### WHAT TO WORK ON
Make a verbatim transcription of the records, without the pictures.

### PROVIDED INFORMATION

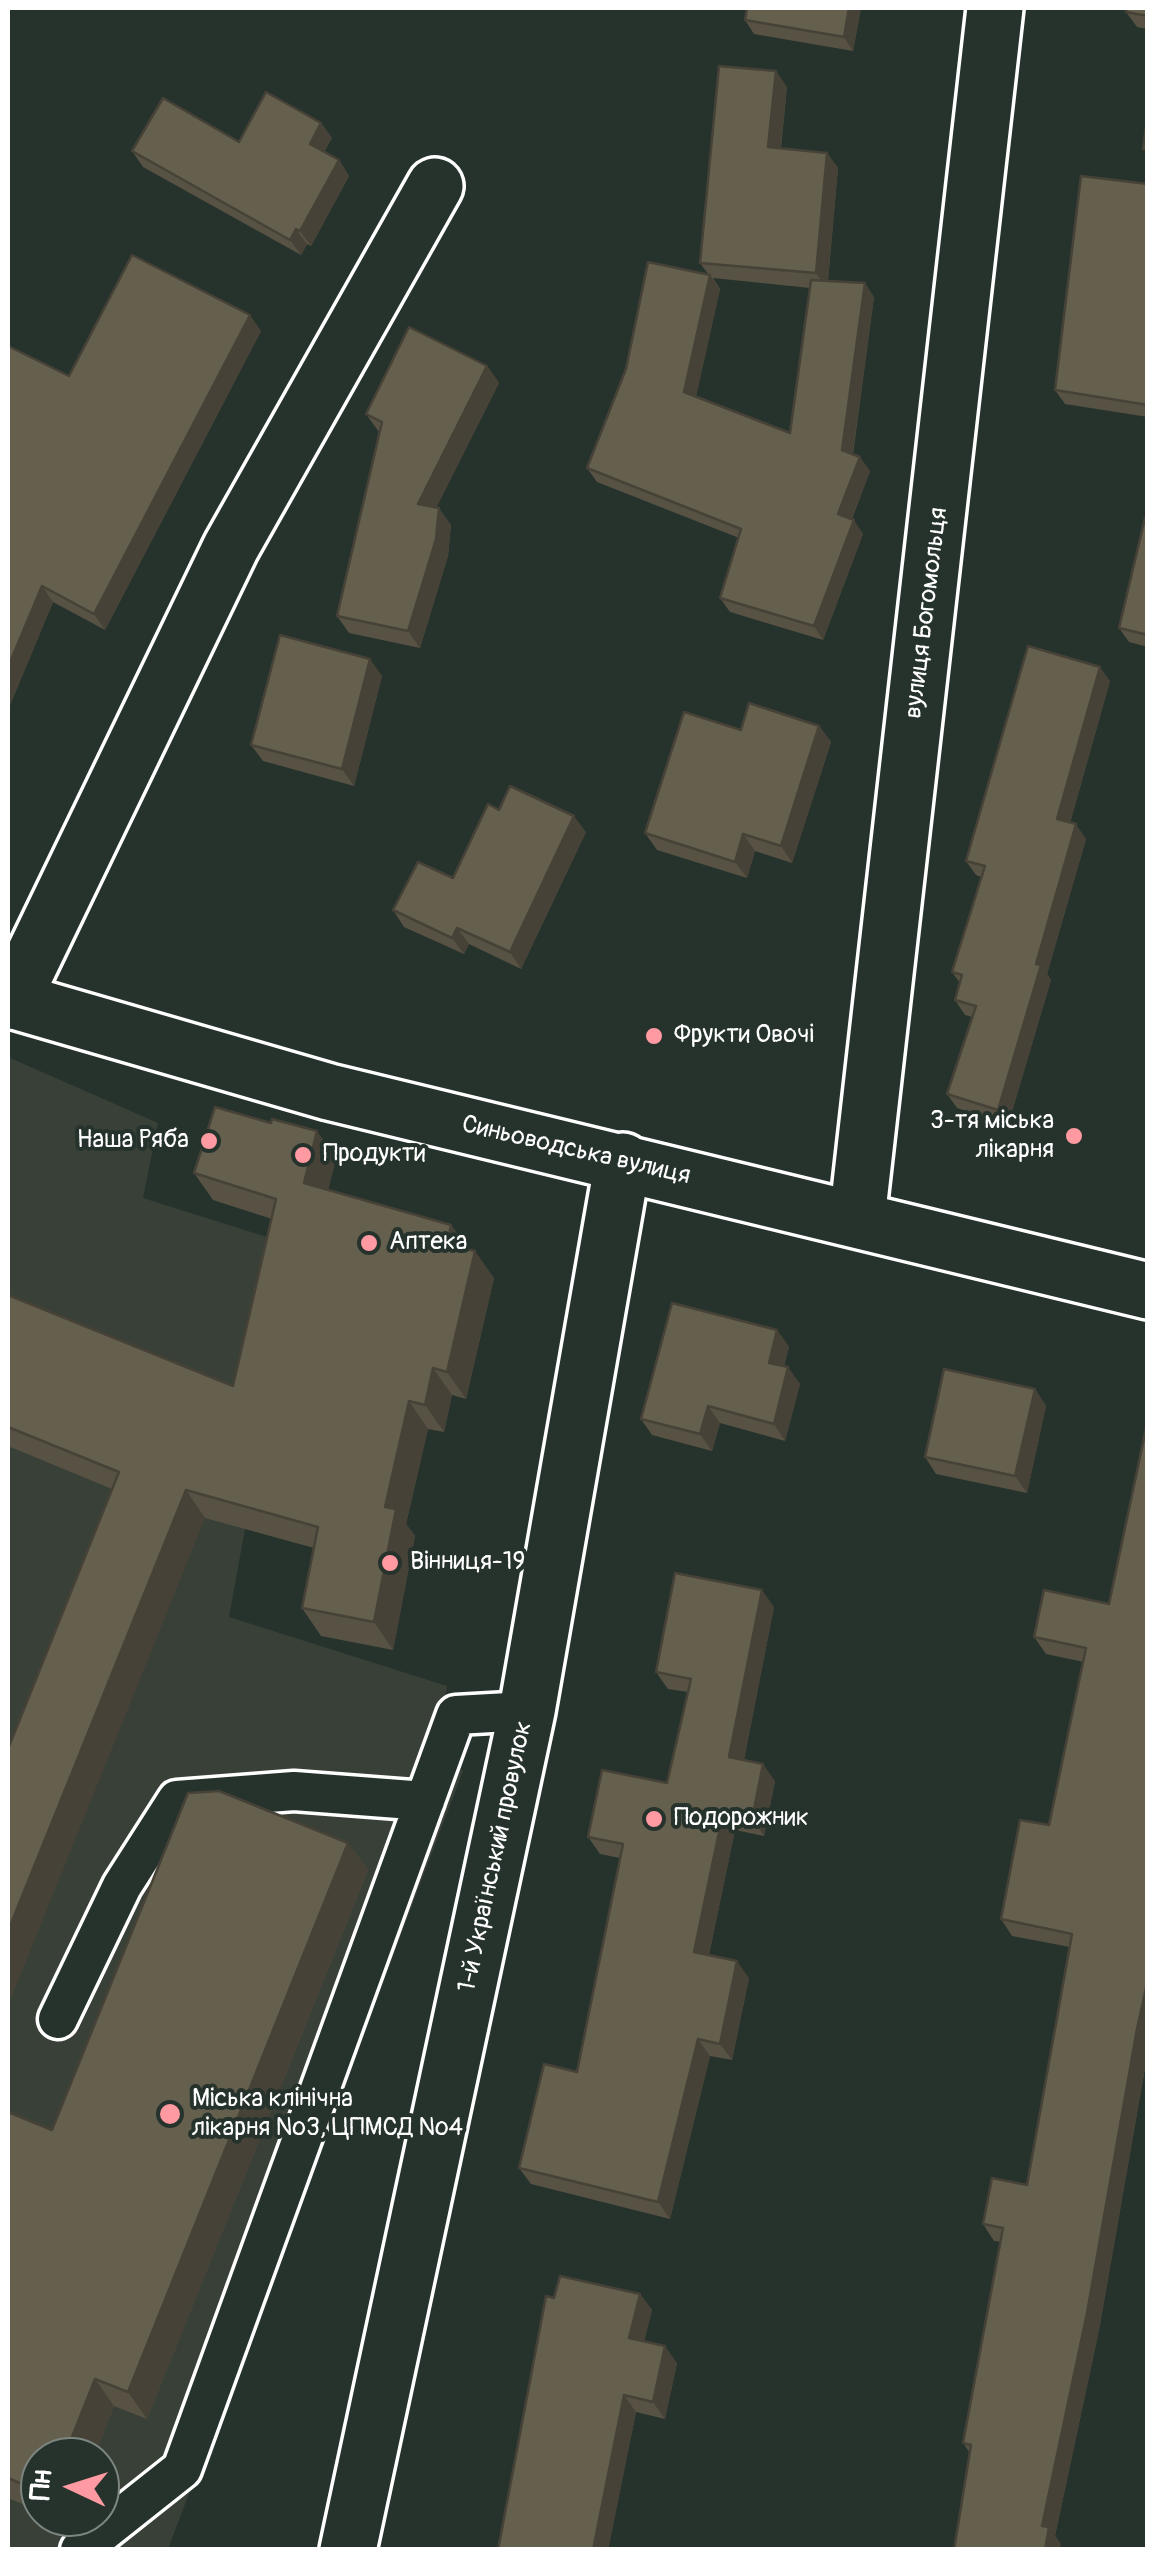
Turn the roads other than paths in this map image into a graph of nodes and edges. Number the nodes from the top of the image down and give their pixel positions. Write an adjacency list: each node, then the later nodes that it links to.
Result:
1 (995, 8): 5 (street, вулиця Богомольця)
2 (435, 186): 3 (street)
3 (10, 1000): 4 (street, Синьоводська вулиця)
4 (622, 1161): 5 (street, Синьоводська вулиця); 7 (street, 1-й Український провулок)
5 (857, 1219): 6 (street, Синьоводська вулиця)
6 (1148, 1291)
7 (527, 1712): 8 (lane); 11 (street, 1-й Український провулок)
8 (424, 1801): 9 (lane); 10 (lane)
9 (58, 2019)
10 (80, 2550)
11 (348, 2550)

### COMPLETED EXERCISE
Turn the roads other than paths in this map image into a graph of nodes and edges. Number the nodes from the top of the image down and give their pixel positions. Write an adjacency list: each node, then the later nodes that it links to.
Result:
1 (995, 8): 5 (street, вулиця Богомольця)
2 (435, 186): 3 (street)
3 (10, 1000): 4 (street, Синьоводська вулиця)
4 (622, 1161): 5 (street, Синьоводська вулиця); 7 (street, 1-й Український провулок)
5 (857, 1219): 6 (street, Синьоводська вулиця)
6 (1148, 1291)
7 (527, 1712): 8 (lane); 11 (street, 1-й Український провулок)
8 (424, 1801): 9 (lane); 10 (lane)
9 (58, 2019)
10 (80, 2550)
11 (348, 2550)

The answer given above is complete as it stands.